The new pistons feature:
•	Unique GTR specific design that maintains the piston oil cooling system as per the factory specification and positioning. No modifications required!
•	Manufactured from proprietary high specification aerospace alloy which equals the strength properties of high expansion race alloys (AA2618) yet with the expansion of lower strength piston materials (AA4032) offering the best of both worlds.
•	Designed using latest predictive techniques such as Finite Element Analysis and Thermo-Structural Contact Mechanics – a custom design capable of much higher loads with no increase in weight!
•	Fully machined from a pre-forged high fatigue billet – the same as current F1 technology!
•	Custom anti fiction skirt finish 
•	Ultra high strength pin and clip
•	Manufacturer in the UK to the tightest OE quality control standards










These new pistons have been installed into one of our spare engines and are being tested thoroughly. Once we are happy with their performance these will complete one of our new engine packages for customers looking for 750+bhp.

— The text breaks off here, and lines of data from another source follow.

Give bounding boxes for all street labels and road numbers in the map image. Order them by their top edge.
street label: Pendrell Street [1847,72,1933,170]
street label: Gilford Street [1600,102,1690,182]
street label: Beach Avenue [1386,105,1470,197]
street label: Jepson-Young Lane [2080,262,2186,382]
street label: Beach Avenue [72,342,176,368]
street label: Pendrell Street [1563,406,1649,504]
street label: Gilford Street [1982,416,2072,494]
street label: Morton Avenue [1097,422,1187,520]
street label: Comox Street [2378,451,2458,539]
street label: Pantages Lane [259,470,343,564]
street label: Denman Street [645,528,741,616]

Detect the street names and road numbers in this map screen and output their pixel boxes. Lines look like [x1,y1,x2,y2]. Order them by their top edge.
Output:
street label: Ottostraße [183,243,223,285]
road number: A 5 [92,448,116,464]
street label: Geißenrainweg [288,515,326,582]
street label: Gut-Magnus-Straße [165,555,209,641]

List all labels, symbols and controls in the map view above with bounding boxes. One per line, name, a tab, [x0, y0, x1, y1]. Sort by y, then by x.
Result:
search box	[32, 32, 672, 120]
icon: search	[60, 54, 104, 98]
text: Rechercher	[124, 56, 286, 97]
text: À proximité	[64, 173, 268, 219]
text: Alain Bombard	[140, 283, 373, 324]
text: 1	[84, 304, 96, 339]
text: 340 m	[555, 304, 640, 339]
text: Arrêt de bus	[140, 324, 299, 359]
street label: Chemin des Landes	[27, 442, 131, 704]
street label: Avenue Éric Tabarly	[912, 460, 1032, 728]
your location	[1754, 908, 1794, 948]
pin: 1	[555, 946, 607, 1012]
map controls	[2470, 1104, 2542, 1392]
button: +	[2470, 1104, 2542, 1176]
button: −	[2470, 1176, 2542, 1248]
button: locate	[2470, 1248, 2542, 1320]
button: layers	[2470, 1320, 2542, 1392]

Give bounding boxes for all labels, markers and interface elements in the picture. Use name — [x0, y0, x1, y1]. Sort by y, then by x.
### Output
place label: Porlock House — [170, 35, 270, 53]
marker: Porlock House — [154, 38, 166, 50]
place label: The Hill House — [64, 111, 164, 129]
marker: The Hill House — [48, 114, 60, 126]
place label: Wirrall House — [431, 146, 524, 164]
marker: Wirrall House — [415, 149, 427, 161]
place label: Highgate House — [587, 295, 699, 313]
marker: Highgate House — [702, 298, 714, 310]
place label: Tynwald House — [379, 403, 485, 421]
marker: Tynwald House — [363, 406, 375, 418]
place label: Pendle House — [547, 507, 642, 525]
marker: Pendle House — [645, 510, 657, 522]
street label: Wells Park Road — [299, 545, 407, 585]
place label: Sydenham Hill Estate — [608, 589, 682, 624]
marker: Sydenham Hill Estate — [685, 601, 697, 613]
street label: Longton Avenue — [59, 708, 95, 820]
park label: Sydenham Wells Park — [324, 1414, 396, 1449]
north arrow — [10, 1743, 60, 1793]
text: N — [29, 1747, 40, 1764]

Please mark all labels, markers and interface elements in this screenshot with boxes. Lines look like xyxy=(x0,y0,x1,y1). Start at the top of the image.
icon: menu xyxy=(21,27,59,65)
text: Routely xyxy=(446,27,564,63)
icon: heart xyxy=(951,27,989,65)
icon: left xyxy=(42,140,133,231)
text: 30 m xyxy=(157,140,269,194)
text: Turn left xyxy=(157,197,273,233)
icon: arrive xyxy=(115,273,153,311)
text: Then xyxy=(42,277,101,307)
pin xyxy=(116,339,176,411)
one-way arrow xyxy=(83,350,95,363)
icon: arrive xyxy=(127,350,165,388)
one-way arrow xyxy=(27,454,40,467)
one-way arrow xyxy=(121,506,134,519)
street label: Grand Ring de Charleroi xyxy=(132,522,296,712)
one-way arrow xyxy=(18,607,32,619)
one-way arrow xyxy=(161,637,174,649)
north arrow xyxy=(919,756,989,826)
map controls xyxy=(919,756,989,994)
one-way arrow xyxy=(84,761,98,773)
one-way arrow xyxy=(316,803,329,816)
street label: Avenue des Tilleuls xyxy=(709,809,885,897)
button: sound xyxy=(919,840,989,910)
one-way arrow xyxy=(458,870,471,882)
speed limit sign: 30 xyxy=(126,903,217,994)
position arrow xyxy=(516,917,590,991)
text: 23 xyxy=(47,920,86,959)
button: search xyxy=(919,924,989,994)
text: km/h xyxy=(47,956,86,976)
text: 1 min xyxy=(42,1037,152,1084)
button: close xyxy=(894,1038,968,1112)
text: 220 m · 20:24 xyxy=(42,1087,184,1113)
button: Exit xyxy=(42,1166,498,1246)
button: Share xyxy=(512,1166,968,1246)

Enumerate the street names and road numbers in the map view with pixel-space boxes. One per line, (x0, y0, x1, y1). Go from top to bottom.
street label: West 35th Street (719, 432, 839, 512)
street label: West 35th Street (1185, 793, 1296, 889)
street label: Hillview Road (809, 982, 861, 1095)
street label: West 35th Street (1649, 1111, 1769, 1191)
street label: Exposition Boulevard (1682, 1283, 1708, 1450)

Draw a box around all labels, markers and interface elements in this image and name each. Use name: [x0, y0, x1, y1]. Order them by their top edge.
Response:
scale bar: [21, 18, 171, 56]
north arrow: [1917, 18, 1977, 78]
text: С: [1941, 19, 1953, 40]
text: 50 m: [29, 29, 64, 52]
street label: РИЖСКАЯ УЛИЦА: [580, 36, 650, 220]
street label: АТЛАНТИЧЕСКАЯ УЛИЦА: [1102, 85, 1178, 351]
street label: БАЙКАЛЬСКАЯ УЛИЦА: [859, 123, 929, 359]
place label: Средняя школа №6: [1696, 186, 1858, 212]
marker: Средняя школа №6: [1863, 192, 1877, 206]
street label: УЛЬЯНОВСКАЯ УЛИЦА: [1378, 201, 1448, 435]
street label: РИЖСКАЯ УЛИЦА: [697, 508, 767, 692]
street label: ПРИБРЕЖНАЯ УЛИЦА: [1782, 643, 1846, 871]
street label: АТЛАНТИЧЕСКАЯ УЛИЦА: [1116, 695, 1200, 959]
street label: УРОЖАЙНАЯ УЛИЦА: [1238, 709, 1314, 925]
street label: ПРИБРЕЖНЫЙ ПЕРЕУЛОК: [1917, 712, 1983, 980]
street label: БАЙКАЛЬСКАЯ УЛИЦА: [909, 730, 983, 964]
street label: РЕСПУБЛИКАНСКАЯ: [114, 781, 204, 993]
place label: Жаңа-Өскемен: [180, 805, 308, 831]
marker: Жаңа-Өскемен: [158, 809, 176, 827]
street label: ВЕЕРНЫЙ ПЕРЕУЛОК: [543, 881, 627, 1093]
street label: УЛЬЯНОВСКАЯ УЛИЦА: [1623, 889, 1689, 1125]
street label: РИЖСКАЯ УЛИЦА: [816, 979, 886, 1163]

More information to follow soon 

Regards

Iain


----------



## David.Yu (Jun 28, 2001)

Fascinating. So these are effectively billet, rather than forged?


----------



## B'have (Dec 28, 2011)

Superb! When the block was sectioned and stress tested, were there any figures produced to define the maximum torque an oem rod can endure?


----------



## GTRNICK (Apr 29, 2005)

Nice to see these products are being used in the GTR 

Capricorn have been making the aftermarket 3.8 kit for the porsche turbos for years and it's a good kit!!!


----------



## Adamantium (Jun 24, 2002)

PROPER r&d.

Now that's how it should be done!


----------



## MiGTR (Jul 31, 2007)

^Indeed. Super exciting stuff!


----------



## Anders_R35 (Jul 20, 2011)

Great work Iain, how much of a weight saving?


----------



## Turbotwo (Jan 28, 2011)

Adamantium said:


> PROPER r&d.
> 
> Now that's how it should be done!


+1..at the very least.. 

Top engineering without the GTR tax..


----------



## Blade (Feb 12, 2003)

Outstanding work.

Look forward to the results


----------



## ANDYR35 (Sep 1, 2008)

Amazing stuff and as has been said........some proper R+D. Great to see!


----------



## Steve (Sep 21, 2001)

Yep was at Iain's this evening picking up Scarlet after some more work !!! Was very very tempted but am going to look at the bigger picture after speaking with Iain, who again knows his stuff and even though it was 6-45pm had all the time in the world to take time to explain things to me 

Thank you Iain

Steve


----------



## Stevie76 (Dec 17, 2009)

None of this is making it any easier to leave my car alone!


----------



## Adamantium (Jun 24, 2002)

Much as the whole stages of tube packages annoy me, if usure about modding it does break it down into useful chunks of progress. You an decide by power or by money and see how you feel at each stage.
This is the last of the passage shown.